Two Chinese-speaking registered Hawaii voters are suing the state because they say the ballots the state is mailing out in the special election for Neil Abercrombie's old congressional seat do not include instructions in Chinese, Japanese or Ilocano.

The lawsuit, filed yesterday in federal court, names as defendants the state Office of Elections, Chief Election Officer Scott T. Nago, the state Elections Commission and commission Chairman William Marston.

The state Office of Elections will mail the ballots to registered voters in the 1st Congressional District on Friday.

Abercrombie gave up his seat in the U.S. House of Representatives to run for governor.

 

Man gets 10 years for child enticement

A Hawaii Air National Guardsman and former karate instructor has been sentenced to 10 years in prison for trying to get a 14-year-old girl to have sex with him.

A circuit judge sentenced Matthew Lewis to the mandatory term Monday, two months after a jury found him guilty of child enticement.
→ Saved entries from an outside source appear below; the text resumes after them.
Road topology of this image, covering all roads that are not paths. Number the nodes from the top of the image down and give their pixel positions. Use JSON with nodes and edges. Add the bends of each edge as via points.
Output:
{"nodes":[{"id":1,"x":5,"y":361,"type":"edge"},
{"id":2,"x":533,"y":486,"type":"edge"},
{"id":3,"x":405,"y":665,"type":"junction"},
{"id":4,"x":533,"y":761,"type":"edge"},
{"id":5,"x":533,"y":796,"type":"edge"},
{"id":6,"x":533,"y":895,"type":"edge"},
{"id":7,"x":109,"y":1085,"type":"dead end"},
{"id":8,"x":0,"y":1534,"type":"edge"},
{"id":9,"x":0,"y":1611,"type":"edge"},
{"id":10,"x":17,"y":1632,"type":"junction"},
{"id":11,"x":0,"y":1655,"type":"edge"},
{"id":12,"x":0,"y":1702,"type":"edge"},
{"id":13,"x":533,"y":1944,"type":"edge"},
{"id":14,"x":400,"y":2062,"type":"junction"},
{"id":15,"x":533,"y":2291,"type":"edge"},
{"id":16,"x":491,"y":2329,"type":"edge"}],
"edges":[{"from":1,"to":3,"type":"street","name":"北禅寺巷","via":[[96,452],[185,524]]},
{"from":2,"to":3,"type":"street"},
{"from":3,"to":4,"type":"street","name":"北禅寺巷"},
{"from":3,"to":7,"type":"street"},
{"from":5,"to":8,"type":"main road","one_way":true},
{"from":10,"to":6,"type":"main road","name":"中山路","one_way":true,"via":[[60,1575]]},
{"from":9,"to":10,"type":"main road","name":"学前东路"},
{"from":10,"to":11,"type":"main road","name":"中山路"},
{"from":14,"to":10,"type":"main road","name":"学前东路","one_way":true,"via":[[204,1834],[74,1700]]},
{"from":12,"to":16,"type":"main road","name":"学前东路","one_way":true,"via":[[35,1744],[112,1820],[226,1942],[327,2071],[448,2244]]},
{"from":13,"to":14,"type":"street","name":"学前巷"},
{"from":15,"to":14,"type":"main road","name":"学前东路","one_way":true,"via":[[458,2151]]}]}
Lewis was arrested in 2008 after making contact online with someone he thought was an underage girl and arranging to meet her for sex. His contact was really an undercover police officer.

Lewis' attorney questioned the fairness of the sentence, saying his client never intended to go through with the encounter.

The prosecutor says the sentence is appropriate because Lewis exposed himself online, had online chats of a sexual nature and arranged the meeting.

 

NEIGHBOR ISLANDS

Big Isle halts free pickup of e-waste

HILO » Hawaii County says it cannot afford to continue its electronic-waste program.

That means Big Island residents will have only until Friday to turn in their old TVs, computers and other e-waste for free at drop sites in Hilo and Kailua-Kona.

The county says it does not have the money to renew its $575,000 contract with Bay Side Computer Shop, which operates the drop-off sites. In the past nine months, the program has collected 260 tons of waste.

After Friday, residents will be charged to unload their e-waste at the drop-off sites. For example, it will cost $10 to get rid of a computer tower or laptop.

E-waste is not accepted at county-operated transfer stations because it poses an environmental hazard.